Supposedly "GTX 480" like performance will make the 750 ti around 25-30% faster than the r260x, while consuming ~20 watts less on average loads. All of this is still to be seen to be realized (and believed) but IMO Maxwell is shaping up to be an even more impressive successor to Kepler than Kepler was to Fermi (on the graphics front).

lanek · Feb 16, 2014

So nobody find really strange that Nvidia is introducing a new architecture with a low end chip ? .. when i see 1st generation on the slides, all is said.

itaru · Feb 16, 2014

Probably this is technique adopted in maxwell.
A scheduler and a register file are layered, and sm becomes electric power saving in the study by optimizing it by software.
Probably it will become the hierarchy from 2 to 3 in maxwell.
In addition, various technique will be used.
Possibly the warp size may be changed.

There is the technique to divide big warp into small warp, and to handle.
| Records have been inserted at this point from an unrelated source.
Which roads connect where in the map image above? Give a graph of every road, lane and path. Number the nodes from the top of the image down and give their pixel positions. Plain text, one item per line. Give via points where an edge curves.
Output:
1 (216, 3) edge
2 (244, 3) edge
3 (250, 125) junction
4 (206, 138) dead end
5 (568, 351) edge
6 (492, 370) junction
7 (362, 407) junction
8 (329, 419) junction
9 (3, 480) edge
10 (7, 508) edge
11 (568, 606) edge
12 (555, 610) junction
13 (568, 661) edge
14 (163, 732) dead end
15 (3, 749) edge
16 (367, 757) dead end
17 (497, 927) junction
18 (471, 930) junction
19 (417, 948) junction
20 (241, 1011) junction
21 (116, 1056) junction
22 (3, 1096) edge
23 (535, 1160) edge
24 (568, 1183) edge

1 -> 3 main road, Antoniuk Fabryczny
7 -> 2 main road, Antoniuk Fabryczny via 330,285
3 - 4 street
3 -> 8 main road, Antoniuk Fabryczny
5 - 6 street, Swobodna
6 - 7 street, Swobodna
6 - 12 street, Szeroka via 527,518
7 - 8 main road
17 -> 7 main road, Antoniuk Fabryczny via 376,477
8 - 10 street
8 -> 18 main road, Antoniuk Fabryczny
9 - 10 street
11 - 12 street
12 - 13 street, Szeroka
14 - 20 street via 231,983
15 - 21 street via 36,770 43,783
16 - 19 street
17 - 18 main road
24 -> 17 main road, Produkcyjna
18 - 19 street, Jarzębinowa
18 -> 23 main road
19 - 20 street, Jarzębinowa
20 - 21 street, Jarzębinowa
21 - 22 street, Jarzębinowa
A Hierarchical Thread Scheduler and Register File for Energy-Efficient Throughput Processors
https://research.nvidia.com/publica...r-file-energy-efficient-throughput-processors
http://www.cs.virginia.edu/~skadron/Papers/gebhart_tocs.pdf

silent_guy · Feb 16, 2014

lanek said:
when i see 1st generation on the slides, all is said.

I think I figured it out: there will be a second generation!

mczak · Feb 16, 2014

tviceman said:
Supposedly "GTX 480" like performance will make the 750 ti around 25-30% faster than the r260x, while consuming ~20 watts less on average loads.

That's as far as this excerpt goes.